§ **Given entries**
____
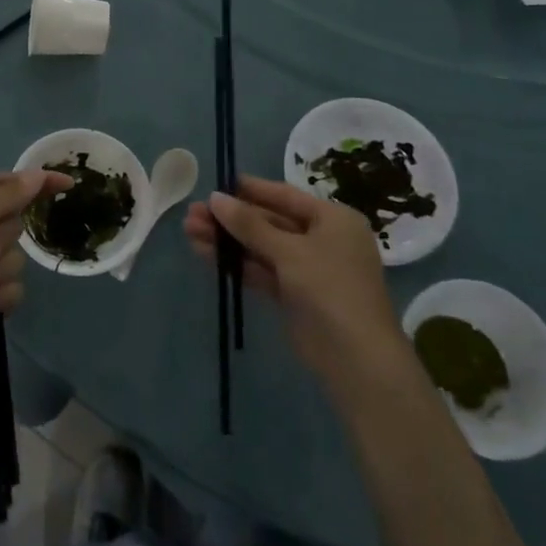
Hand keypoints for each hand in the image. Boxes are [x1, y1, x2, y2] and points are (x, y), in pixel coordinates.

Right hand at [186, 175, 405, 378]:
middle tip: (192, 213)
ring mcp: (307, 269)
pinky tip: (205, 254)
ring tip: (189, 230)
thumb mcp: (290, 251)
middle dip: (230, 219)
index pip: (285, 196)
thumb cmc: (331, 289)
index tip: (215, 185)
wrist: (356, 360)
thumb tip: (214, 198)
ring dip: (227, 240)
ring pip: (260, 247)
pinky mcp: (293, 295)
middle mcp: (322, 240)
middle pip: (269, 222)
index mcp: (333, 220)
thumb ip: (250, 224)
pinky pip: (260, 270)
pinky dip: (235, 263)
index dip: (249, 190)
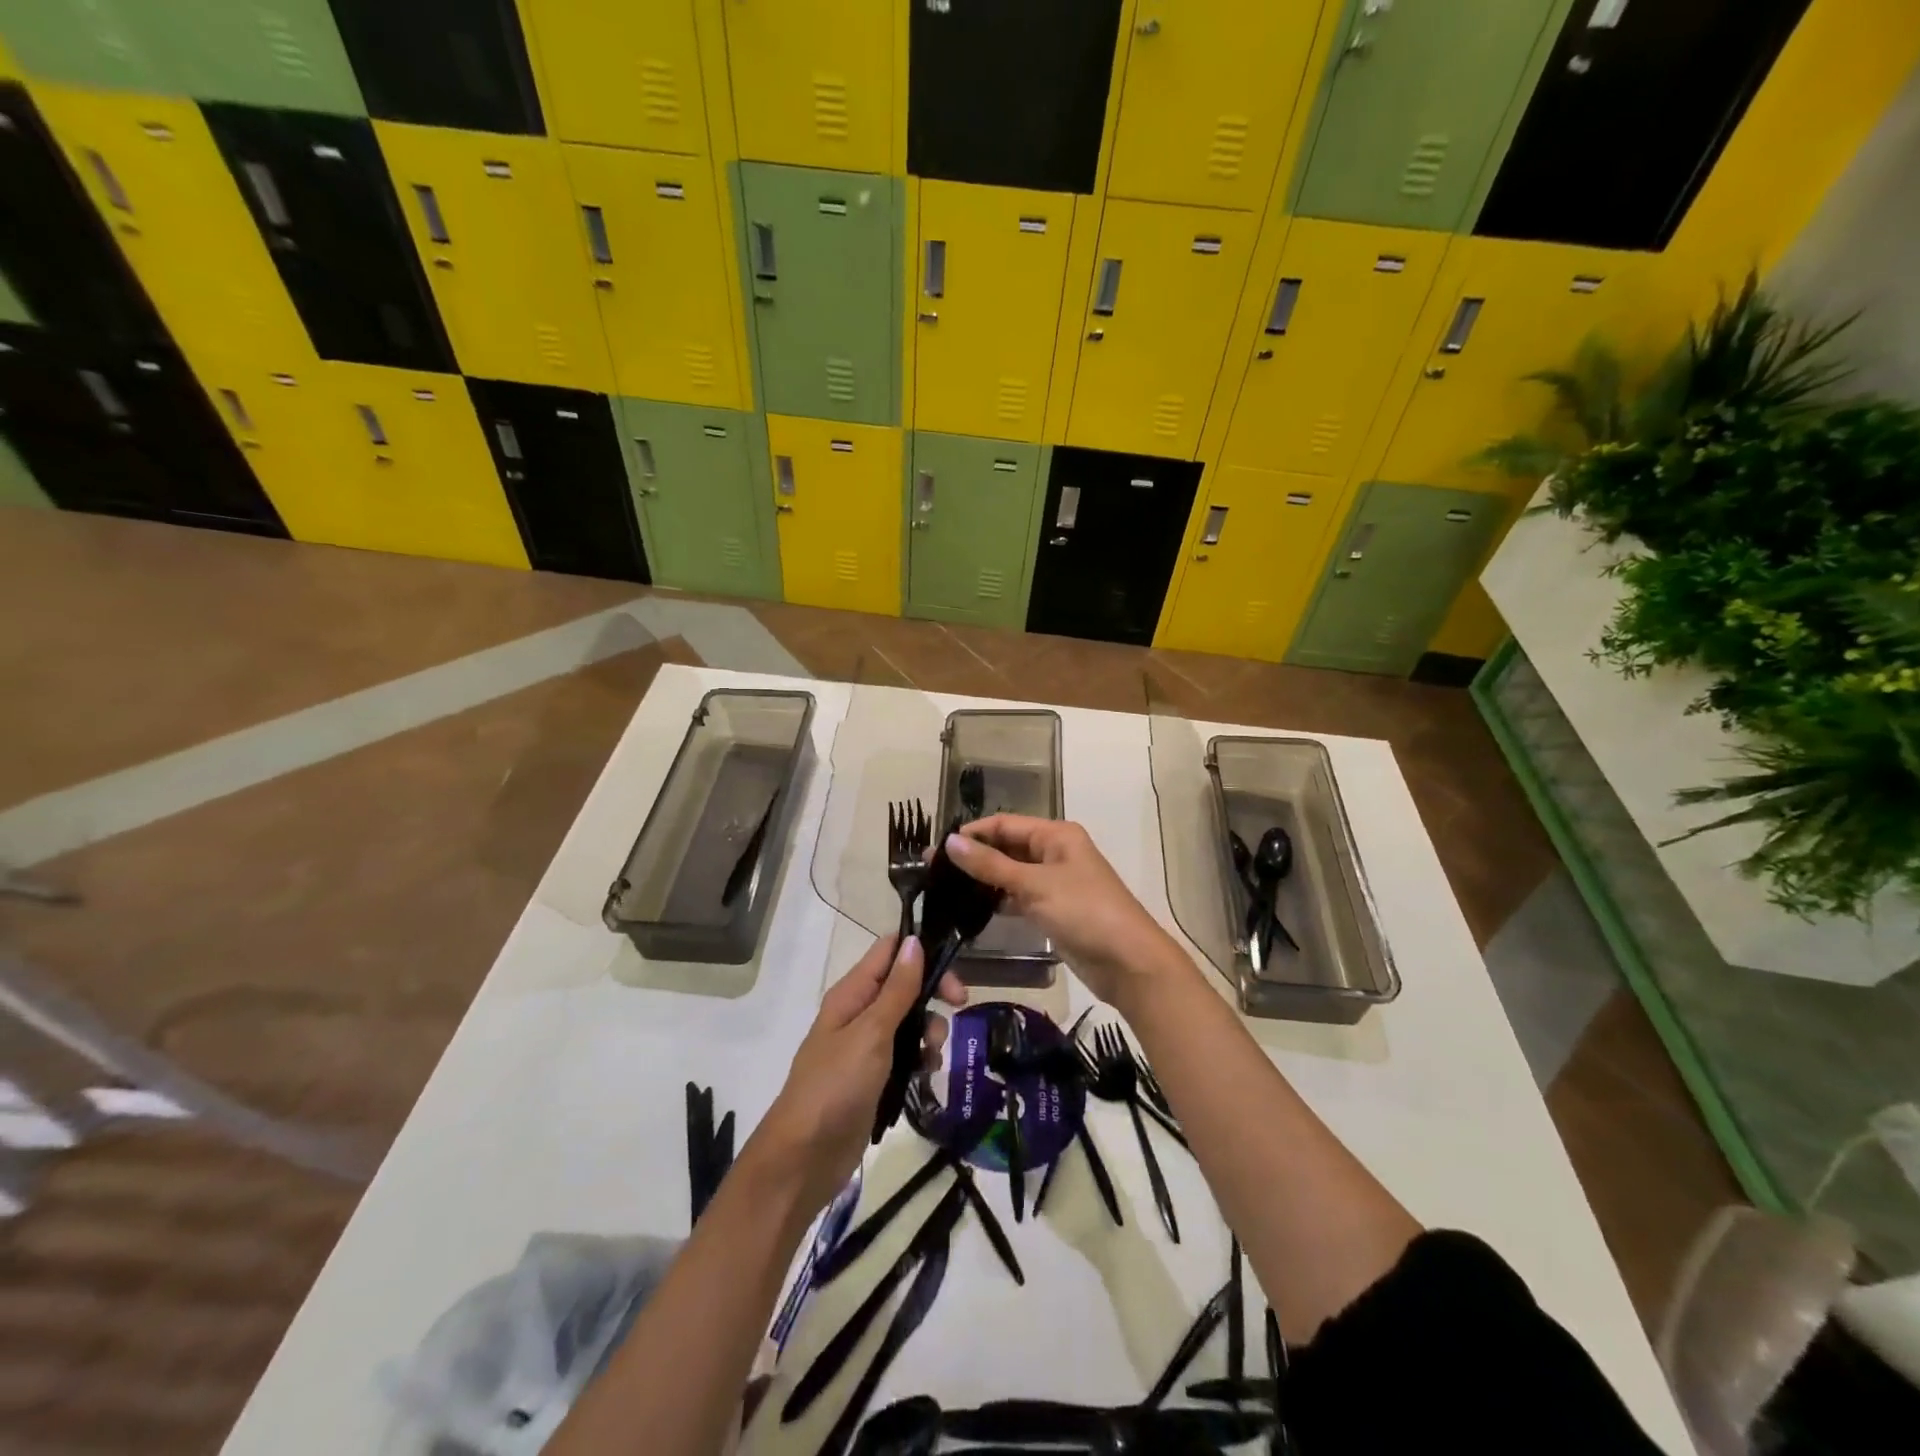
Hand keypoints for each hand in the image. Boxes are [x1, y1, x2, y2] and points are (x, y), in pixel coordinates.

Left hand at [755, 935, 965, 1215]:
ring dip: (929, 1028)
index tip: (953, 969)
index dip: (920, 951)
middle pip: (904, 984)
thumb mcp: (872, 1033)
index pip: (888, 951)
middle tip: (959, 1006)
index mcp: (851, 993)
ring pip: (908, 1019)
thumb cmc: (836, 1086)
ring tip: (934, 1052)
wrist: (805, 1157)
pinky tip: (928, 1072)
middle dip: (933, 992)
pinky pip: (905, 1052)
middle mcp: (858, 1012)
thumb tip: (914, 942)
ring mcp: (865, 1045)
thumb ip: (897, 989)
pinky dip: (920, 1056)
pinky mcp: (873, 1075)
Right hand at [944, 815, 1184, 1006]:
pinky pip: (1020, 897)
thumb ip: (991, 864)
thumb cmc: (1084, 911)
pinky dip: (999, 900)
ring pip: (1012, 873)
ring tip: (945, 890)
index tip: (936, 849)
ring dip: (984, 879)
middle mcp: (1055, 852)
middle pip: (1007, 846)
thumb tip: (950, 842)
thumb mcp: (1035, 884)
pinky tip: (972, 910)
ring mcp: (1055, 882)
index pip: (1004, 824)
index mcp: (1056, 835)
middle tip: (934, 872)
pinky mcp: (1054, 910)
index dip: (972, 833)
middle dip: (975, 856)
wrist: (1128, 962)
____
§ **Work to complete**
With the pictures left aside, write out all of the records above exactly.

§ **Response area**
Hand keypoints for each hand in the image. Boxes are [x1, y1, x2, y2] and points are (x, y), in pixel coordinates.

Right hand at [186, 175, 405, 378]:
middle tip: (192, 213)
ring mcp: (307, 269)
pinky tip: (205, 254)
ring tip: (189, 230)
thumb mcp: (290, 251)
middle dip: (230, 219)
index pip: (285, 196)
thumb cmc: (331, 289)
index tip: (215, 185)
wrist: (356, 360)
thumb tip: (214, 198)
ring dip: (227, 240)
ring pip: (260, 247)
pinky mcp: (293, 295)
middle mcp: (322, 240)
middle pip: (269, 222)
index mcp: (333, 220)
thumb ip: (250, 224)
pinky pip: (260, 270)
pinky dip: (235, 263)
index dip: (249, 190)
Hand keypoints for each hand in the image. Boxes are [x1, y1, x2, y2] and points are (x, y), in pixel coordinates.

Left hand at [755, 935, 965, 1215]:
ring dip: (929, 1028)
index tip: (953, 969)
index dip: (920, 951)
middle pip: (904, 984)
thumb mcp: (872, 1033)
index pip: (888, 951)
middle tip: (959, 1006)
index mcp: (851, 993)
ring pip: (908, 1019)
thumb cmc: (836, 1086)
ring tip: (934, 1052)
wrist: (805, 1157)
pinky tip: (928, 1072)
middle dip: (933, 992)
pinky pip: (905, 1052)
middle mcp: (858, 1012)
thumb tip: (914, 942)
ring mcp: (865, 1045)
thumb ip: (897, 989)
pinky dip: (920, 1056)
pinky mcp: (873, 1075)
Right hand at [944, 815, 1184, 1006]:
pinky pip: (1020, 897)
thumb ip: (991, 864)
thumb cmc: (1084, 911)
pinky dip: (999, 900)
ring pip: (1012, 873)
ring tip: (945, 890)
index tip: (936, 849)
ring dip: (984, 879)
middle mcp: (1055, 852)
middle pip: (1007, 846)
thumb tip: (950, 842)
thumb mcp: (1035, 884)
pinky tip: (972, 910)
ring mcp: (1055, 882)
index pip: (1004, 824)
index mcp: (1056, 835)
middle tip: (934, 872)
pinky mcp: (1054, 910)
index dip: (972, 833)
middle dip: (975, 856)
wrist: (1128, 962)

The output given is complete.